ARTICLE
2 April 2024

CSA Issue Revised Guidance On ESG-Related Investment Fund Disclosure

WD
Wildeboer Dellelce LLP

Contributor

Founded over 25 years ago, Wildeboer Dellelce LLP is one of Canada's premier business and corporate finance transactional law firms. With approximately 50 legal professionals, the firm works across all industries including financial services, real estate, technology, biotechnology, industrial and consumer products, mining and natural resources, fintech, and cannabis. 
On March 7, 2024, the Canadian Securities Administrators (the "CSA") released CSA Staff Notice 81-334 (Revised): ESG-Related Investment Fund Disclosure (the "Revised Notice").
Canada Finance and Banking

On March 7, 2024, the Canadian Securities Administrators (the "CSA") released CSA Staff Notice 81-334 (Revised): ESG-Related Investment Fund Disclosure (the "Revised Notice"). The Revised Notice updates and replaces the original CSA Staff Notice 81-334: ESG-Related Investment Fund Disclosure from January 2022 (the "Original Notice"). For a refresher on the CSA's guidance provided in the Original Notice, check out our previous legal update here.
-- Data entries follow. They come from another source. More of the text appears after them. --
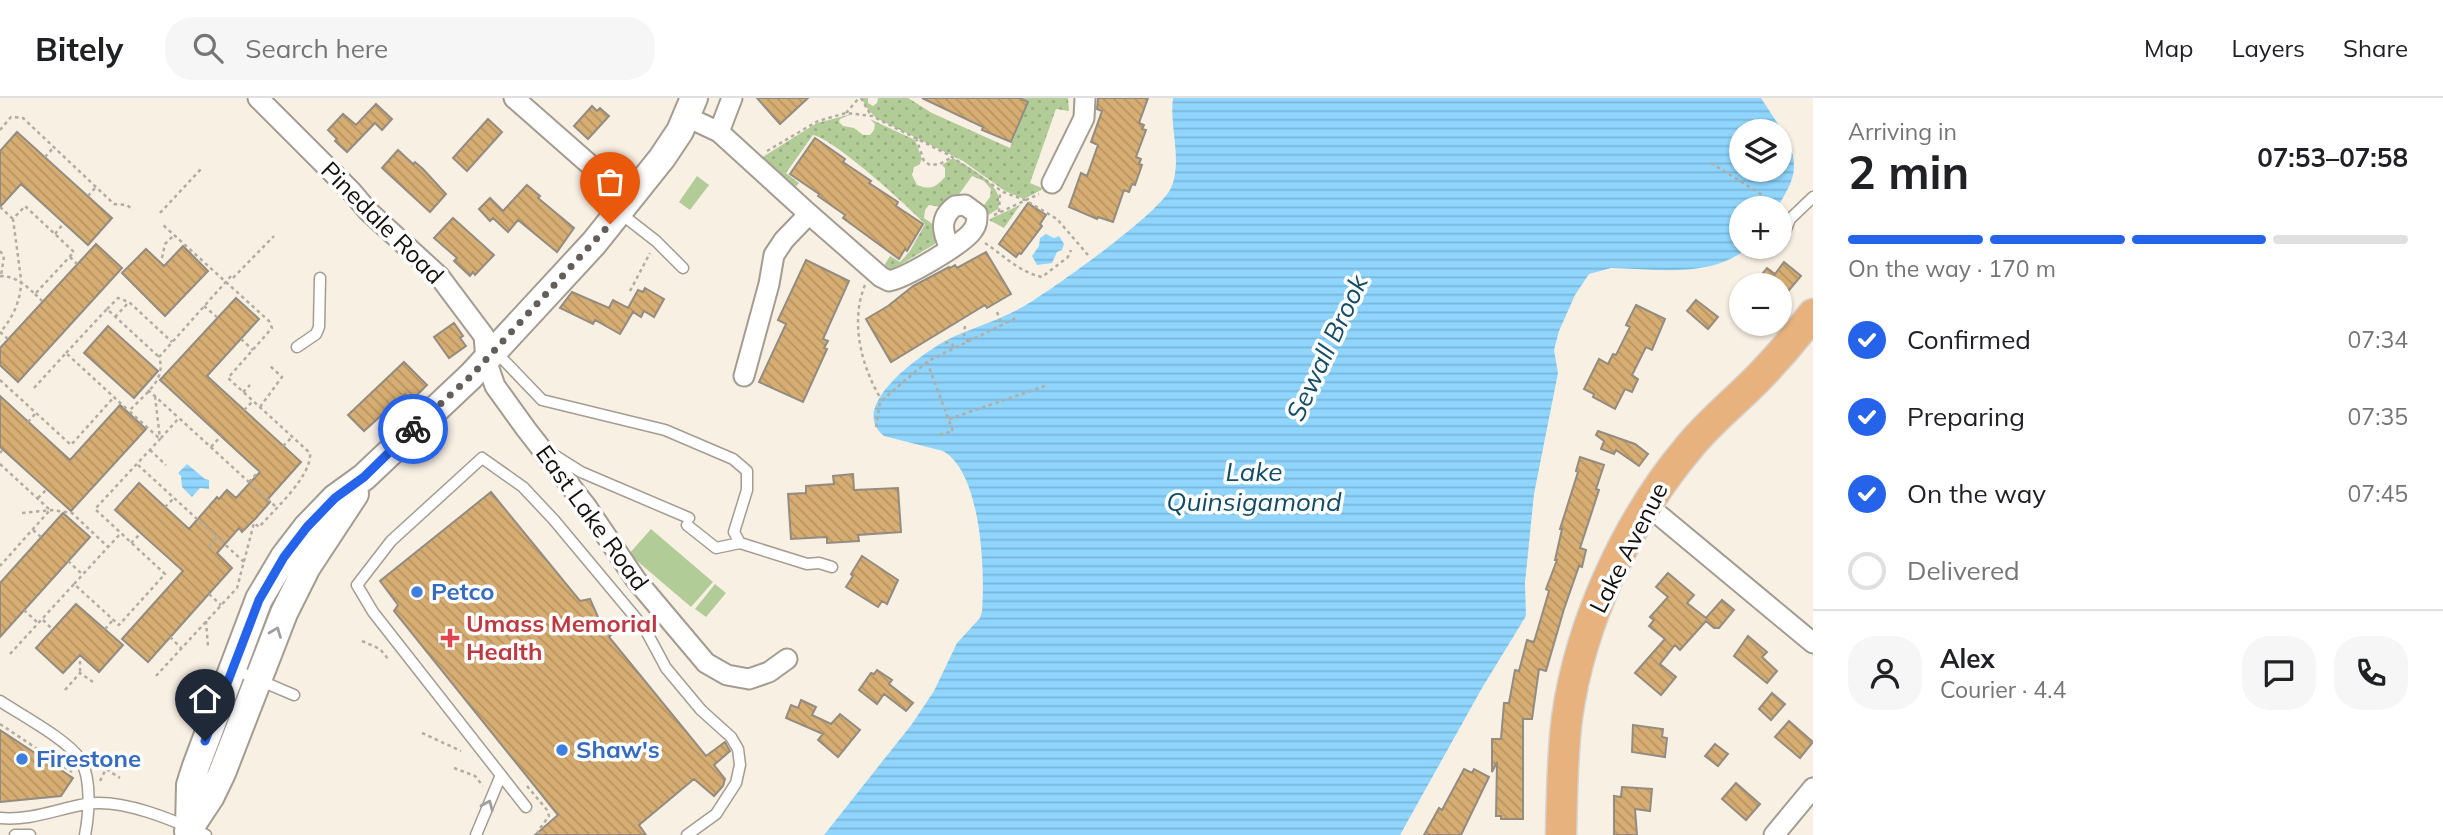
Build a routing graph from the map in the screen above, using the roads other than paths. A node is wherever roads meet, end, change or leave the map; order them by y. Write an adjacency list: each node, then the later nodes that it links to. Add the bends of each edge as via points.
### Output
1 (258, 98): 17 (street, Pinedale Road, via 439,276 484,336)
2 (514, 98): 9 (street)
3 (732, 98): 6 (street)
4 (1085, 98): 7 (street, via 1084,118)
5 (691, 107): 6 (street); 9 (main road, via 667,152)
6 (719, 132): 10 (street)
7 (1052, 183)
8 (1813, 197): 11 (lane)
9 (625, 206): 13 (lane); 17 (main road)
10 (809, 214): 12 (street, via 889,281); 18 (street, via 774,255)
11 (1792, 217)
12 (950, 248): 12 (street, via 944,218 955,206 965,205 975,211 974,226)
13 (682, 268)
14 (320, 278): 16 (lane, via 319,327)
15 (1813, 314): 21 (main road, Lake Avenue, via 1764,372 1695,440)
16 (297, 347)
17 (490, 355): 19 (street, East Lake Road, via 495,386); 20 (main road); 22 (lane, via 542,400 665,430 733,459 747,471 747,490 734,532)
18 (744, 376)
19 (538, 445): 22 (lane, via 581,472 688,521 716,548); 25 (street, East Lake Road, via 636,580 706,663 727,675 749,679)
20 (364, 477): 26 (main road, via 335,498 284,557 259,600); 27 (main road, one-way to 20, via 291,597)
21 (1647, 505): 24 (street); 41 (main road, Lake Avenue, via 1602,594 1578,663 1565,744)
22 (740, 543): 23 (lane)
23 (832, 567)
24 (1813, 643)
25 (787, 659)
26 (232, 668): 27 (lane); 35 (main road, via 190,785)
27 (258, 681): 28 (lane); 35 (main road)
28 (294, 695)
29 (0, 701): 32 (lane, via 75,753 86,771)
30 (501, 775): 33 (lane); 39 (lane, one-way to 30); 40 (lane, via 373,612 357,585 391,541 482,458 523,487 554,520 645,629 666,668 738,748 736,783 716,814)
31 (1813, 788): 42 (street)
32 (87, 804): 34 (lane, via 25,818); 35 (lane, via 135,809); 38 (lane)
33 (526, 807)
34 (0, 818)
35 (194, 832)
36 (15, 835): 37 (lane)
37 (30, 835)
38 (85, 835)
39 (476, 835)
40 (687, 835)
41 (1561, 835)
42 (1774, 835)

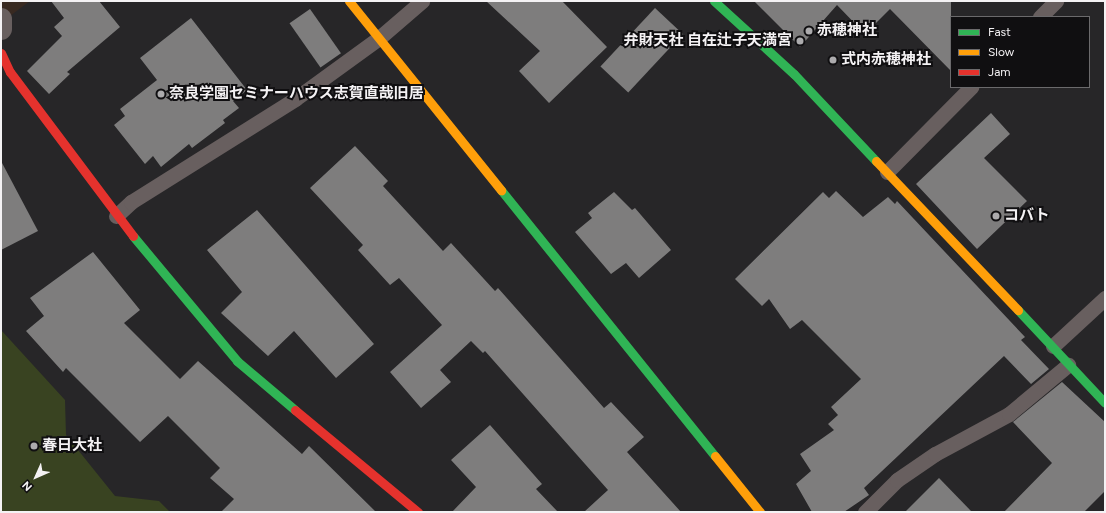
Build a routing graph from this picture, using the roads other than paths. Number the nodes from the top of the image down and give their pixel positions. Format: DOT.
graph roads {
  1 [pos="349,1"];
  2 [pos="422,1"];
  3 [pos="714,1"];
  4 [pos="1056,1"];
  5 [pos="1041,16"];
  6 [pos="1,19"];
  7 [pos="1,29"];
  8 [pos="379,38"];
  9 [pos="1,53"];
  10 [pos="970,88"];
  11 [pos="887,172"];
  12 [pos="116,216"];
  13 [pos="1105,298"];
  14 [pos="1053,346"];
  15 [pos="1068,365"];
  16 [pos="1105,403"];
  17 [pos="418,512"];
  18 [pos="760,512"];
  19 [pos="864,512"];
  1 -- 8 [label="street"];
  2 -- 8 [label="lane"];
  3 -- 11 [label="street"];
  4 -- 5 [label="lane"];
  6 -- 7 [label="street"];
  8 -- 12 [label="lane"];
  8 -- 18 [label="street"];
  9 -- 12 [label="street"];
  10 -- 11 [label="lane"];
  11 -- 14 [label="street"];
  12 -- 17 [label="street"];
  13 -- 14 [label="lane"];
  14 -- 15 [label="street"];
  15 -- 16 [label="street"];
  15 -- 19 [label="lane"];
}
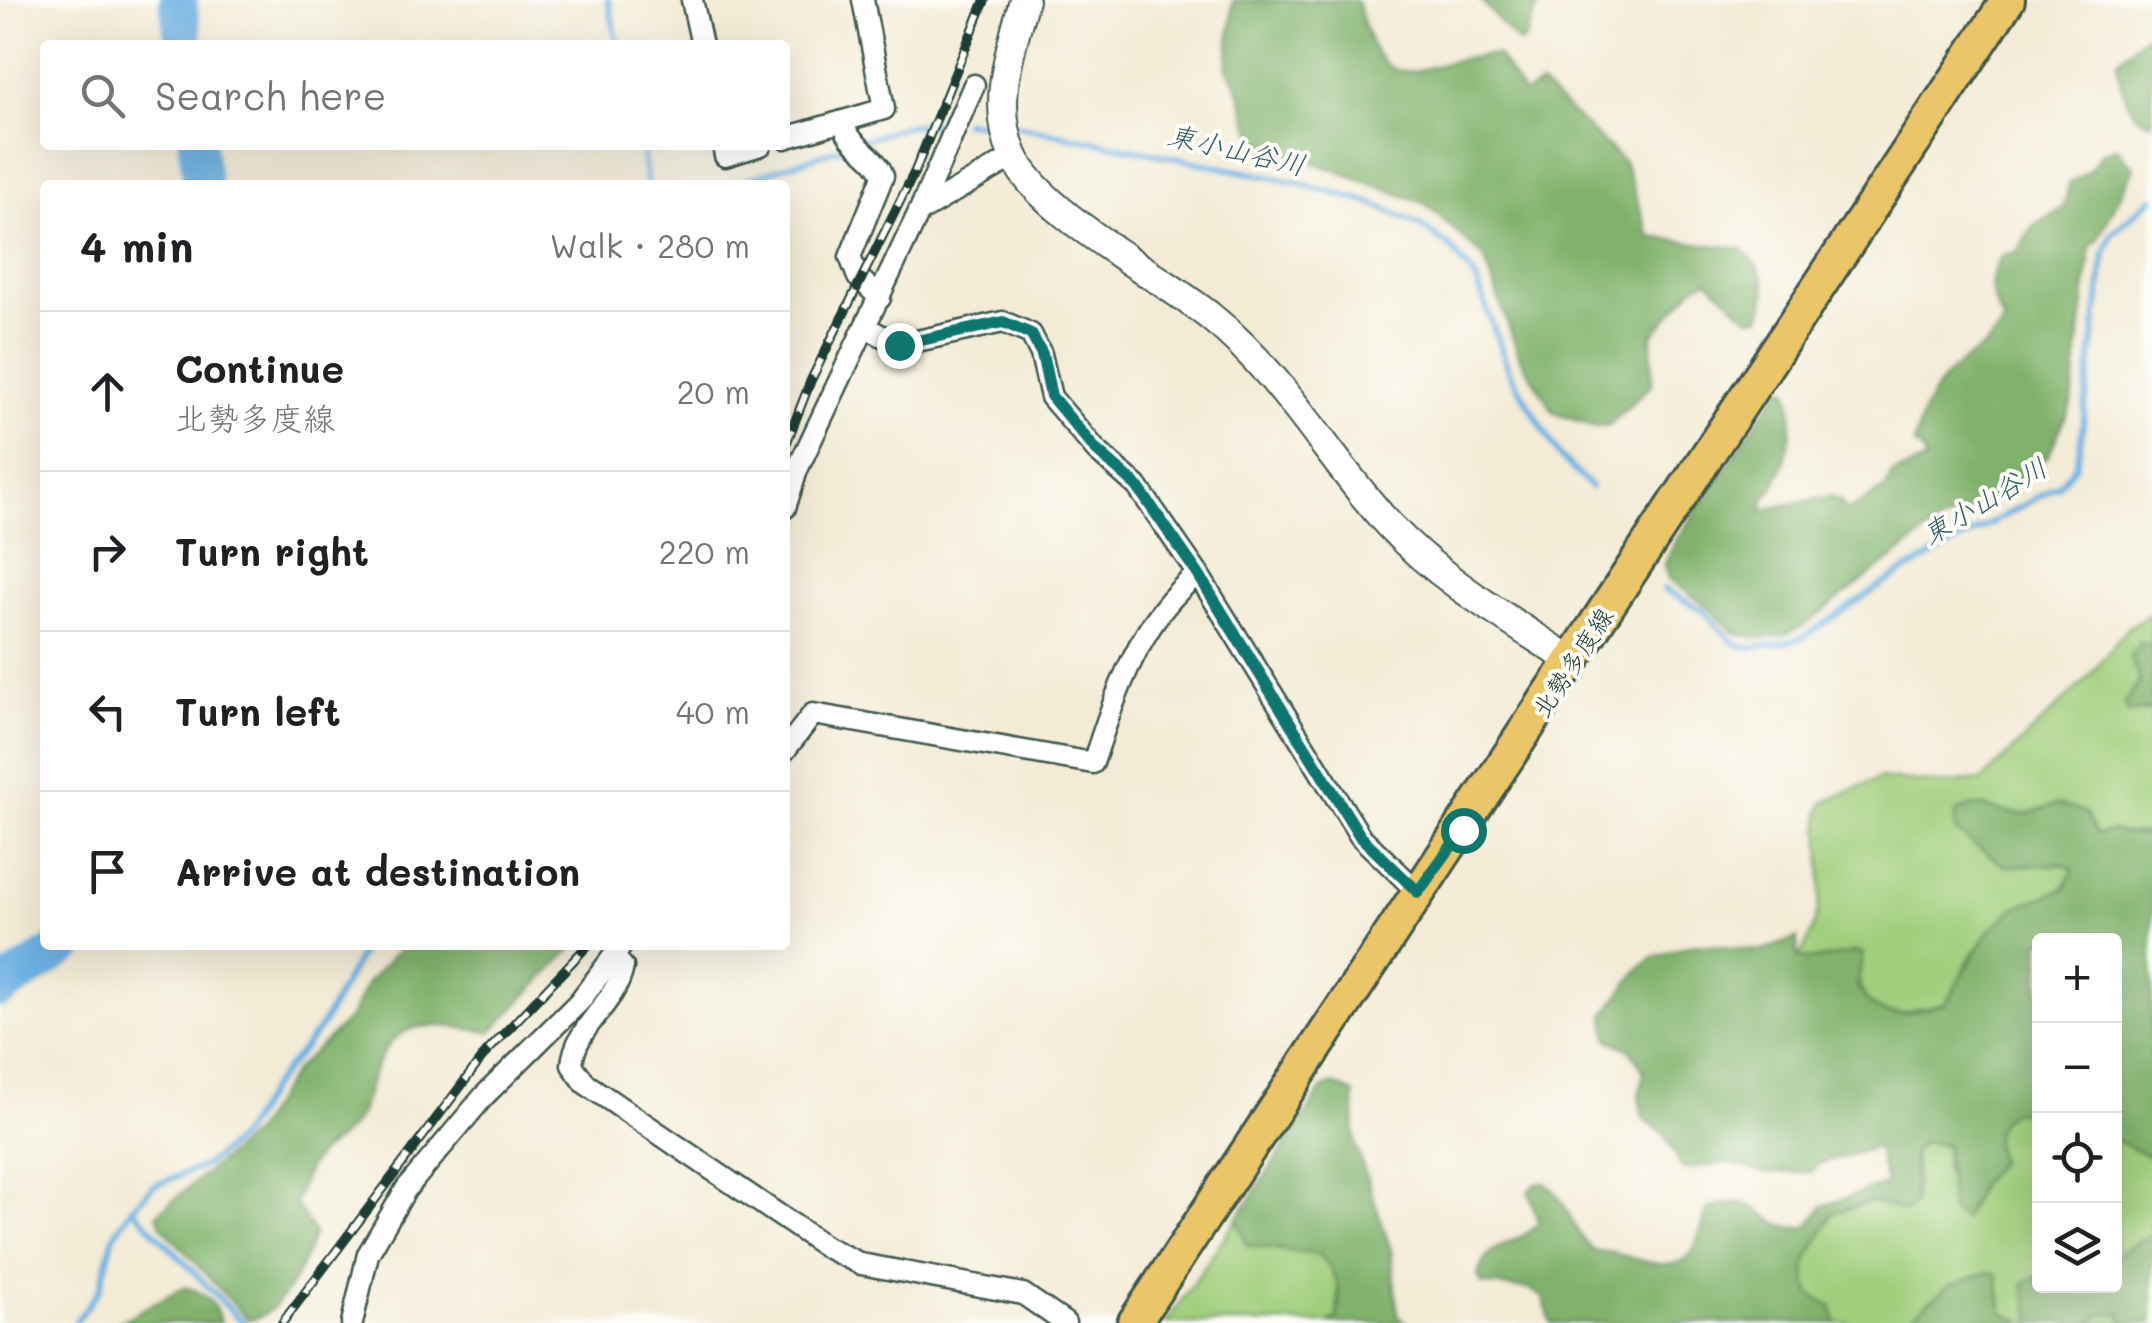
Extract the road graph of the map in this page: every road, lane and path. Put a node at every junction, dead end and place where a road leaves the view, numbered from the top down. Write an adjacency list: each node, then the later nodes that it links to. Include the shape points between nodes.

Since the Original Notice, the CSA have conducted extensive reviews of retail investment funds in relation to environmental, social and governance ("ESG") matters. The Revised Notice has been issued in response to those reviews. The Revised Notice provides detailed guidance to investment fund managers ("IFMs") concerning the CSA's expectations for the disclosure and sales communication practices of investment funds as they relate to ESG matters. Unlike the Original Notice, the Revised Notice draws clear distinctions between the levels of disclosure expected of investment funds in which ESG factors play a significant role in the fund's investment process and those for which ESG factors do not play such a significant role. The CSA encourage IFMs to review the Revised Notice in its entirety and consider the CSA's guidance when preparing regulatory disclosure documents and sales communications.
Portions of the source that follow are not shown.